France / Poland | Show
Loïe Fuller (1862-1928) was a performance artist before the same term even existed: ingenious and impossible to categorize. She became known through her solos where she would spin in circles, leaving meters of silk cloth around her body. She fits in the art nouveau movement, but also had fun dancing at home, at Folies Bergère room in Paris. By being the first person to make use of electrical light and positioning movement outside of the body, she was a force to be reckoned with in the world of dance and theatre. She collaborated with people such as Auguste Rodin and the Lumière Brothers.
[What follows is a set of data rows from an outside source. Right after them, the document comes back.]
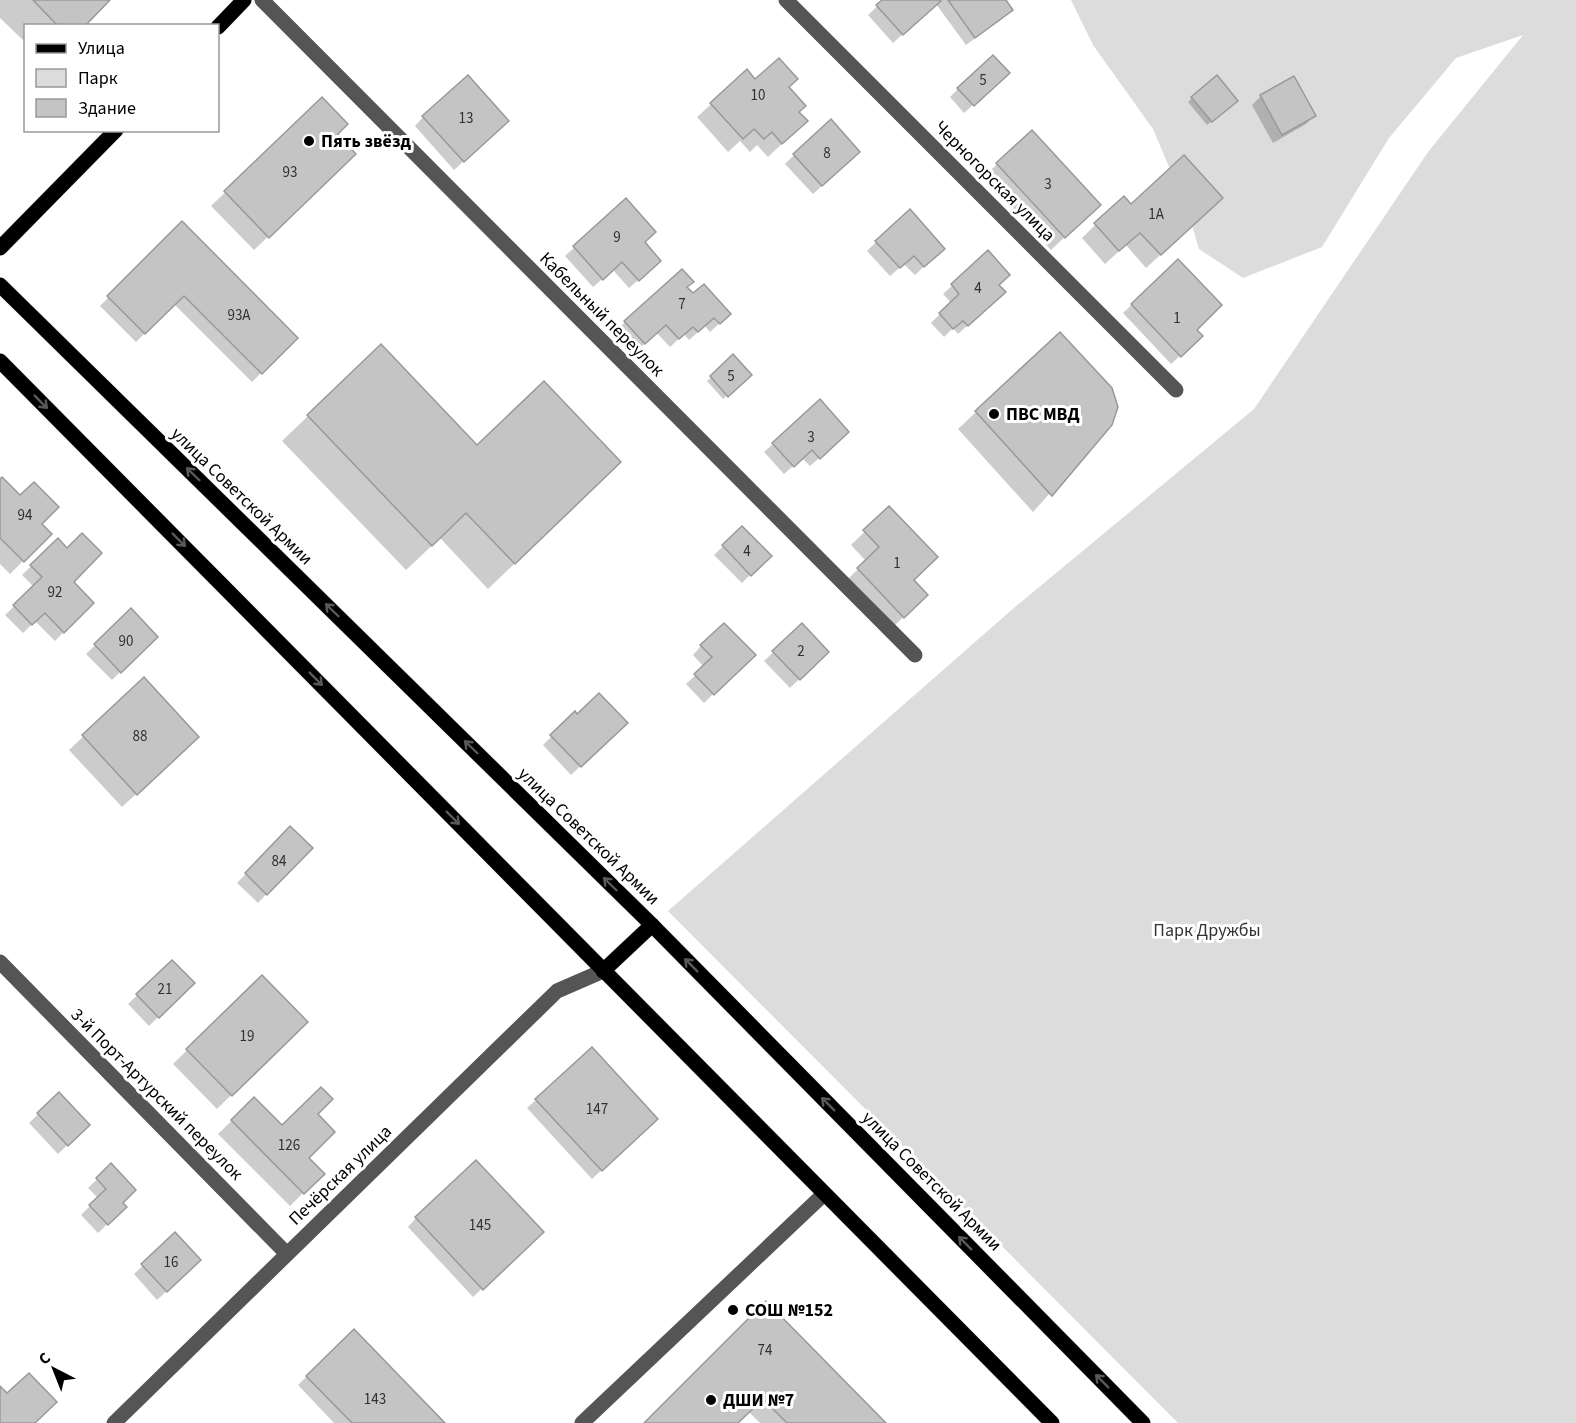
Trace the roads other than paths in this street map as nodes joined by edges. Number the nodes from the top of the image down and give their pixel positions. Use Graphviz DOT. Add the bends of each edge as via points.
graph roads {
  1 [pos="244,0"];
  2 [pos="262,0"];
  3 [pos="786,0"];
  4 [pos="219,26"];
  5 [pos="114,132"];
  6 [pos="0,248"];
  7 [pos="0,285"];
  8 [pos="0,361"];
  9 [pos="1176,390"];
  10 [pos="915,655"];
  11 [pos="652,925"];
  12 [pos="0,962"];
  13 [pos="603,971"];
  14 [pos="824,1194"];
  15 [pos="287,1254"];
  16 [pos="114,1423"];
  17 [pos="582,1423"];
  18 [pos="1052,1423"];
  19 [pos="1143,1423"];
  1 -- 4 [label="main road"];
  2 -- 10 [label="street, Кабельный переулок"];
  3 -- 9 [label="street, Черногорская улица"];
  5 -- 6 [label="main road"];
  11 -- 7 [label="main road, улица Советской Армии, one-way"];
  8 -- 13 [label="main road, one-way"];
  11 -- 13 [label="main road"];
  19 -- 11 [label="main road, улица Советской Армии, one-way"];
  12 -- 15 [label="street, 3-й Порт-Артурский переулок"];
  13 -- 14 [label="main road"];
  13 -- 15 [label="street, Печёрская улица" via="557,991"];
  14 -- 17 [label="street"];
  14 -- 18 [label="main road"];
  15 -- 16 [label="street, Печёрская улица"];
}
In “Bombyx Mori”, a play for three female performers, Ola Maciejewska takes inspiration from the “Serpentine Dance” from Fuller. Ola explores the relationship between human beings and physical matter in art, creating movement in sizable pieces of cloth. Waterfalls of black clothing wave throughout the stage, creating short-lived whirlpools, wings and mythical creatures that parade exuberantly before our eyes. She plays with the intersection of bodies and objects and the battle these employ. “Bombyx Mori” alludes to the silkworm that has become completely dependent on humans to survive.
Here the natural body and the artificial process are inex- tricably linked: a pungent metaphor for a sculptural interpretation, exploring the relation between body and artifact in a delirious way of constant vertigo, where the true hybrid nature of things is revealed.